**Work required:** Check each line of the records below for the word "OMLADINSKE" and give the number of lines that have it, with nothing added.

**Items from a dataset:**
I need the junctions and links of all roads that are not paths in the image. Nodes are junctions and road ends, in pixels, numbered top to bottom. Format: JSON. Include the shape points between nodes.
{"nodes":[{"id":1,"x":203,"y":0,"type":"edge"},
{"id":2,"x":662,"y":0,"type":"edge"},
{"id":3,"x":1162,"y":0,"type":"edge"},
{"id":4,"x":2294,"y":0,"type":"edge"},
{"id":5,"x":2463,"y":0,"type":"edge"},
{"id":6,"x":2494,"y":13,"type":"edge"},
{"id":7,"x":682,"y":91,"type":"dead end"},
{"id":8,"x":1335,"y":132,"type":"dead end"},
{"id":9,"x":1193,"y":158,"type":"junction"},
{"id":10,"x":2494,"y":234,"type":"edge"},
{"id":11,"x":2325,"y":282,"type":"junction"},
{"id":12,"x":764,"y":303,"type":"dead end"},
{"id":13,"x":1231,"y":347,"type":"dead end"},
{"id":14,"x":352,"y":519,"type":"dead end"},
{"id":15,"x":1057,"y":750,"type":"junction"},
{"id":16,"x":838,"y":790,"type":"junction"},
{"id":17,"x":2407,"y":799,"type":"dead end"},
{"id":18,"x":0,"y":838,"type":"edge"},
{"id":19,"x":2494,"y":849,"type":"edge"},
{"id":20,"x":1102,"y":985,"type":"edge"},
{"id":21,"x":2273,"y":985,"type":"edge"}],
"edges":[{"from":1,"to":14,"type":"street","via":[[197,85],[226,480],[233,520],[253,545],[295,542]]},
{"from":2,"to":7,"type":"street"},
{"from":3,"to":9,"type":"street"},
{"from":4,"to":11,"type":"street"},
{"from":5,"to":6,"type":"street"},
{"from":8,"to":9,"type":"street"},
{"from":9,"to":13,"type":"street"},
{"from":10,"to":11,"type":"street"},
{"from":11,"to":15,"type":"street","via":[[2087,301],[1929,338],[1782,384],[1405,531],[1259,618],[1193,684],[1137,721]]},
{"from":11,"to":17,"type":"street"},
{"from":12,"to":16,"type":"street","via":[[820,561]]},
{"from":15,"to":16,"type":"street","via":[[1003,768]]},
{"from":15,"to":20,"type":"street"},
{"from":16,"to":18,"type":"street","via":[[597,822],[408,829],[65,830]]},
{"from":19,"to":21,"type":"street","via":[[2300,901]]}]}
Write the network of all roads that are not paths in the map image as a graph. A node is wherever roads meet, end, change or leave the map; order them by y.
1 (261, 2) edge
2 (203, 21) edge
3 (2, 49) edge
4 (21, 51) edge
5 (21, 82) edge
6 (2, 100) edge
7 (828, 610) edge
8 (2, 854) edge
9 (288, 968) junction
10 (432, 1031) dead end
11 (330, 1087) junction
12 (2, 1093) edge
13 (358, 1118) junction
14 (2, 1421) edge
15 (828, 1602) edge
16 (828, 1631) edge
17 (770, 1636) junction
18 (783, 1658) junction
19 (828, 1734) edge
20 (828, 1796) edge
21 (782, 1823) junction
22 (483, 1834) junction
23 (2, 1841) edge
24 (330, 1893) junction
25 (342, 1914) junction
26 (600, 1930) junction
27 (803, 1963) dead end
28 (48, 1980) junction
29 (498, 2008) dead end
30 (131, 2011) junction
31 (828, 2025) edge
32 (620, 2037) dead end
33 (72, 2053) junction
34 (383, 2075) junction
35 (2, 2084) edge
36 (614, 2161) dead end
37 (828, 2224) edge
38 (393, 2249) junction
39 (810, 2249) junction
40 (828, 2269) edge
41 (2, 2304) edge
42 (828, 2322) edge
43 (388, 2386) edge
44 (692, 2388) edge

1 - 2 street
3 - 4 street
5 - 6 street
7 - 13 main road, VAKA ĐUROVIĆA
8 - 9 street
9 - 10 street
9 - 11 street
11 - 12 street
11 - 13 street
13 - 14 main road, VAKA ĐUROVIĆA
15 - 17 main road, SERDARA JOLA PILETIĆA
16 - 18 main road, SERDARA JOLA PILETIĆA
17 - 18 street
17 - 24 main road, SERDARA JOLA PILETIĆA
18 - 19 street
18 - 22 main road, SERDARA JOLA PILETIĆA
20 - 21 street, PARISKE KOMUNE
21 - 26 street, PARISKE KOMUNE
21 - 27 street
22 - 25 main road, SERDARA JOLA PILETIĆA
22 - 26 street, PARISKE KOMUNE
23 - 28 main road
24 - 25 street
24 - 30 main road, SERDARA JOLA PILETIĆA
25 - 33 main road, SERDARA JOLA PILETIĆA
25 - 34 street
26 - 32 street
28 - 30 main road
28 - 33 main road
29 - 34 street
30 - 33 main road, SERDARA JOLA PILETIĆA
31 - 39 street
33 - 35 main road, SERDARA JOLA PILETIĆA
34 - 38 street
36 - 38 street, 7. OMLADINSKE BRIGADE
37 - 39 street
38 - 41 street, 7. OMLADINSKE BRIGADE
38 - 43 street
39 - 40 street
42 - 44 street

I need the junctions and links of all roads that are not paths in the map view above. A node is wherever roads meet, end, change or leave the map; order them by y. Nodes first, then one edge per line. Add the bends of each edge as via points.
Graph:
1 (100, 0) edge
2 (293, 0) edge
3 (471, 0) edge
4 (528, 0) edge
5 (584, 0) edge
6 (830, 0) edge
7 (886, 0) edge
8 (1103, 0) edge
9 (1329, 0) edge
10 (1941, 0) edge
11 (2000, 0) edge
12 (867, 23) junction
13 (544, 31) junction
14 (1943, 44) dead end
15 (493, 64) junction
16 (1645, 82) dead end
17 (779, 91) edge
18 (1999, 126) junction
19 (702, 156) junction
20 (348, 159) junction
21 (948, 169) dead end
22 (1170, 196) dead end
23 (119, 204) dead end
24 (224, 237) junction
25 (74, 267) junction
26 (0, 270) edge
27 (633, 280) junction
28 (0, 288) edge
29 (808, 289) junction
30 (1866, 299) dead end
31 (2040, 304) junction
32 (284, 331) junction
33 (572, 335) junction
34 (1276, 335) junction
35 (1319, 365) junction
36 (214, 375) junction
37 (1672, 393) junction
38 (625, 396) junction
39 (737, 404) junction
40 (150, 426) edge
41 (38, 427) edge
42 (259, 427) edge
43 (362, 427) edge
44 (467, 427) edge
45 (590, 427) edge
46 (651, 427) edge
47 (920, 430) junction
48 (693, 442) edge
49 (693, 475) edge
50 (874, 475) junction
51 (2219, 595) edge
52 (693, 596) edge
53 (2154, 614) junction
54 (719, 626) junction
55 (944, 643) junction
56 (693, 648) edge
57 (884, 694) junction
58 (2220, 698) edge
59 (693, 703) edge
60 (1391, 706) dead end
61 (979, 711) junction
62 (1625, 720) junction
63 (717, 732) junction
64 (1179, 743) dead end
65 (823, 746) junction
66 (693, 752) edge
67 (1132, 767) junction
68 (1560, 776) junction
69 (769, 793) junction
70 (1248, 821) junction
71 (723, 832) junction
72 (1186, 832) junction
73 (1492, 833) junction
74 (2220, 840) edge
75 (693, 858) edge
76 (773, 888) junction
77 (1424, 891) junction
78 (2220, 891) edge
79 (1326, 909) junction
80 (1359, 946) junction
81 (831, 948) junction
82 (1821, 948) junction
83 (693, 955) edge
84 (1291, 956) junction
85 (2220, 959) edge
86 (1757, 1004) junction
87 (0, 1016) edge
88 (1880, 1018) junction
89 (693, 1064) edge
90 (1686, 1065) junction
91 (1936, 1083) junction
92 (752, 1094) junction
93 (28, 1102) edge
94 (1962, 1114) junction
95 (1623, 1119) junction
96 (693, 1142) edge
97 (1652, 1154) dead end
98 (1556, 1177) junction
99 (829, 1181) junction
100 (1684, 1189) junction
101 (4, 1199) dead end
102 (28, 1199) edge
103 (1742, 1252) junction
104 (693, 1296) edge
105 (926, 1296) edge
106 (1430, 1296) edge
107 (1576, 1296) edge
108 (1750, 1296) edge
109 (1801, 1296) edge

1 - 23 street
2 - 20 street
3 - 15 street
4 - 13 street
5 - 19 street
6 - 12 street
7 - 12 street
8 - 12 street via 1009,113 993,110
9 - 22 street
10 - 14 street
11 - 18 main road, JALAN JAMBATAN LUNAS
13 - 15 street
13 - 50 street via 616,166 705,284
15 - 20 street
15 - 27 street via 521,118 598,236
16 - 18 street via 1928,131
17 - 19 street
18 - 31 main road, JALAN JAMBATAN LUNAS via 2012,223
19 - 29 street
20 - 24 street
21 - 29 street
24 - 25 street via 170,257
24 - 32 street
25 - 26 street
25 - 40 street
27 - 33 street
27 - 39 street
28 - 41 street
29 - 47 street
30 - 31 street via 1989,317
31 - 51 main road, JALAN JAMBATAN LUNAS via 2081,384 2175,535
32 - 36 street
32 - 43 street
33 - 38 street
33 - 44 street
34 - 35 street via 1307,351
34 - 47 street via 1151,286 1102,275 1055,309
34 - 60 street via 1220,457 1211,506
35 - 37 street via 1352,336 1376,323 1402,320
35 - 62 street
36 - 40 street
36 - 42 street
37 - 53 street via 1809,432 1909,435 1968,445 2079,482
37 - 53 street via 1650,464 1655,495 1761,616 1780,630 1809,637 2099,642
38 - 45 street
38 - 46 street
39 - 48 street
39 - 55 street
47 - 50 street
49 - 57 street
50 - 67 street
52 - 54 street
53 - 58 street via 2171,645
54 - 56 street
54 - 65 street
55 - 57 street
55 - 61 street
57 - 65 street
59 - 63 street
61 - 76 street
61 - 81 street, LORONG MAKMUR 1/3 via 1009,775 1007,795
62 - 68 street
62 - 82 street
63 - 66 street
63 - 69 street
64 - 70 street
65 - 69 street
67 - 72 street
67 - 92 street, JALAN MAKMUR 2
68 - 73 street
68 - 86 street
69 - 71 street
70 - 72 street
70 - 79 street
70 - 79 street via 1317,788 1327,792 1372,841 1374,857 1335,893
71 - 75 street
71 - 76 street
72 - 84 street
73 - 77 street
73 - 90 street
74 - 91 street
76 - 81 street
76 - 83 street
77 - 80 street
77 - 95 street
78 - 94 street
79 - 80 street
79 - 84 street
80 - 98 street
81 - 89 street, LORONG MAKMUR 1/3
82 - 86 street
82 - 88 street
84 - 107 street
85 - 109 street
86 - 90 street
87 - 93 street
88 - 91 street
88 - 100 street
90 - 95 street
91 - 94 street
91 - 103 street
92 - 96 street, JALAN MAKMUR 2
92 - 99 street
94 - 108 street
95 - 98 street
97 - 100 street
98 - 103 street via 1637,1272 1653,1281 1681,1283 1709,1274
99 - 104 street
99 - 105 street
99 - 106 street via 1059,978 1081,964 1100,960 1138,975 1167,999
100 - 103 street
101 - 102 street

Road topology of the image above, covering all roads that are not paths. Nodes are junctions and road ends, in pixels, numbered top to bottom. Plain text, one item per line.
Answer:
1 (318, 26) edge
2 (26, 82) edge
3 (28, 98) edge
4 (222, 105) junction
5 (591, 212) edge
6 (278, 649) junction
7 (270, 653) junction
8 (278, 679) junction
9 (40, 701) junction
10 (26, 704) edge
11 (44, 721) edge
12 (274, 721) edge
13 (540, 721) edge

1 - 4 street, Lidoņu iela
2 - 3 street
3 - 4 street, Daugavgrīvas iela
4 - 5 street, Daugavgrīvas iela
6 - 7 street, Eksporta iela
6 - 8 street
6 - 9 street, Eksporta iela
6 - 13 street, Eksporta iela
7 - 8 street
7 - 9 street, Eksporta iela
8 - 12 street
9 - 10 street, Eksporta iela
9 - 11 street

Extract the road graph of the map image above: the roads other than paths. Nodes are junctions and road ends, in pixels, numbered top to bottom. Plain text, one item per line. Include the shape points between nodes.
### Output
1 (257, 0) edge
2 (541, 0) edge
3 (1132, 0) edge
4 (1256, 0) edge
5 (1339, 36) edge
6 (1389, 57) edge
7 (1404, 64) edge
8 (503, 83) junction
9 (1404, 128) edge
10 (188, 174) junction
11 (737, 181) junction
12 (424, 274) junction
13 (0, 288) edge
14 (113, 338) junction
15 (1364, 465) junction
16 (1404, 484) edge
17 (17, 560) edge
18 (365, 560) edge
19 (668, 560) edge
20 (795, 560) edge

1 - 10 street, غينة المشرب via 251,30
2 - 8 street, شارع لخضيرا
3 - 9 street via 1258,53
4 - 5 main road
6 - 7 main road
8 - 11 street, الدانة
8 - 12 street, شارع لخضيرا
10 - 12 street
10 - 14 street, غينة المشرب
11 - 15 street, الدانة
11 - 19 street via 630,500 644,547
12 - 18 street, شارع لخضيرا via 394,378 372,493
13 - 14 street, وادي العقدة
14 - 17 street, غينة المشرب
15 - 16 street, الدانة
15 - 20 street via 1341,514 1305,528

**Response to the exercise:** 2